Stored entries:
——————

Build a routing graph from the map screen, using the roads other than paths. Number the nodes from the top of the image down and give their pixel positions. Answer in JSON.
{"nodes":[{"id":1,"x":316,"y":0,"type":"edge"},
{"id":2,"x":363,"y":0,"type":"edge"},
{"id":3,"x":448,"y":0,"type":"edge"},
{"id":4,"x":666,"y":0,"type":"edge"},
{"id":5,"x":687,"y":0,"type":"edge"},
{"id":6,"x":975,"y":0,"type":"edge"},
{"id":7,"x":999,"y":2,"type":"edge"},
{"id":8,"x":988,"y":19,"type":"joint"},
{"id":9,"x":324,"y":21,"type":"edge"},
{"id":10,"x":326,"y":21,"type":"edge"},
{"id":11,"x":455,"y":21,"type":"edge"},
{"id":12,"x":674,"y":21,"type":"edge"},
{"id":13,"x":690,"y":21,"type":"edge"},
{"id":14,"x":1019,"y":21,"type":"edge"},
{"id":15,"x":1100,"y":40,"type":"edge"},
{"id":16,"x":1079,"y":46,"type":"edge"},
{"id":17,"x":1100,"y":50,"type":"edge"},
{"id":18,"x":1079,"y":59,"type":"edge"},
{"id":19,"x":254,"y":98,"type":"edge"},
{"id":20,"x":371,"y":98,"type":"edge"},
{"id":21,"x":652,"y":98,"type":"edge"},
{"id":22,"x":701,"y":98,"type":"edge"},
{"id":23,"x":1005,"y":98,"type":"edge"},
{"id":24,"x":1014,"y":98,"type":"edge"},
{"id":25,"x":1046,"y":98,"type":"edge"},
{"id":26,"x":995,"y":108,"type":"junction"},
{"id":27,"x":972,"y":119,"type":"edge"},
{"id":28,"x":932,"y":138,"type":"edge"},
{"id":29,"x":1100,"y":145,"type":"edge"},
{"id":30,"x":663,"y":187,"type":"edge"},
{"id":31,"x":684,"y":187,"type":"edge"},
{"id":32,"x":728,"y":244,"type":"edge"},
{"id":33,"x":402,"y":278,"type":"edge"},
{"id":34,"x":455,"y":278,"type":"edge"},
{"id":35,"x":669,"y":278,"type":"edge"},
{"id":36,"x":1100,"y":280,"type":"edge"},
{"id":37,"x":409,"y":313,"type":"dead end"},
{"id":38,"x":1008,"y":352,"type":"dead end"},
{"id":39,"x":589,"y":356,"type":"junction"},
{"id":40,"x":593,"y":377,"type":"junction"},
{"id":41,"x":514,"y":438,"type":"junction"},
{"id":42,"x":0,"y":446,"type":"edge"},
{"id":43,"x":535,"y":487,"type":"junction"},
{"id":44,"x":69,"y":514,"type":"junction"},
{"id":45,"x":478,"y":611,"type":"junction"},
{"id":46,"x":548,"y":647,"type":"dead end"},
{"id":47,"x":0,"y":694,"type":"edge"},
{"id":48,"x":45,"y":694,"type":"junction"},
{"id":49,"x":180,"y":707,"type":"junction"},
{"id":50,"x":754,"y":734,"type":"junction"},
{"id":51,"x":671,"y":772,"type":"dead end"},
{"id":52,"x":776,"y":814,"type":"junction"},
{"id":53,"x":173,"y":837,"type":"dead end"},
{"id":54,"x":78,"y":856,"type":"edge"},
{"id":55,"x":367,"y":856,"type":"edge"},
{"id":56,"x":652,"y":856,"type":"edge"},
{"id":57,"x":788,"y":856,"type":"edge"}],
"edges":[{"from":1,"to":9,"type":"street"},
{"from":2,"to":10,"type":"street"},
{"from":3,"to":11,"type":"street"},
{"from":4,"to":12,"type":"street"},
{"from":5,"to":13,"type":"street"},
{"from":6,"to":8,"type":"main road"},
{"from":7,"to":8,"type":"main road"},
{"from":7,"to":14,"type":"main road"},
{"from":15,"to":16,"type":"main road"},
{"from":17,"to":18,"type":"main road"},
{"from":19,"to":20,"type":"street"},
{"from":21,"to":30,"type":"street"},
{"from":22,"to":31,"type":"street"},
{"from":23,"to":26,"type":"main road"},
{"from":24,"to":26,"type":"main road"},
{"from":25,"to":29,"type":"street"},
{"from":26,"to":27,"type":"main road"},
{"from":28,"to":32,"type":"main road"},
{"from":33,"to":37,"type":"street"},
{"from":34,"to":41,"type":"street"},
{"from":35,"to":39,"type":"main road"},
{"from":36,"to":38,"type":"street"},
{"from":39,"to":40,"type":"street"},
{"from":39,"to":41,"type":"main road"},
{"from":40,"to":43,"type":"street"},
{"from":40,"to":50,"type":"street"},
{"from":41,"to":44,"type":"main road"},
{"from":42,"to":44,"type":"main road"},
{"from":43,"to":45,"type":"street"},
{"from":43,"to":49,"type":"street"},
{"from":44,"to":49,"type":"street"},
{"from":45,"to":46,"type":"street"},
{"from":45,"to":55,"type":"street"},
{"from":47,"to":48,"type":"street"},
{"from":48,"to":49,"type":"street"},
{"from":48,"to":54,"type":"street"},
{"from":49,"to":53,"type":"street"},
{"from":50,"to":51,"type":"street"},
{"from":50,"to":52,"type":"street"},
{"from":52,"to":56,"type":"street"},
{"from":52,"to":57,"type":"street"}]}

——————

# [What is being asked]
Find each line above that contains "nodes", and copy those lines.

# [Your solution]
Build a routing graph from the map screen, using the roads other than paths. Number the nodes from the top of the image down and give their pixel positions. Answer in JSON.
{"nodes":[{"id":1,"x":316,"y":0,"type":"edge"},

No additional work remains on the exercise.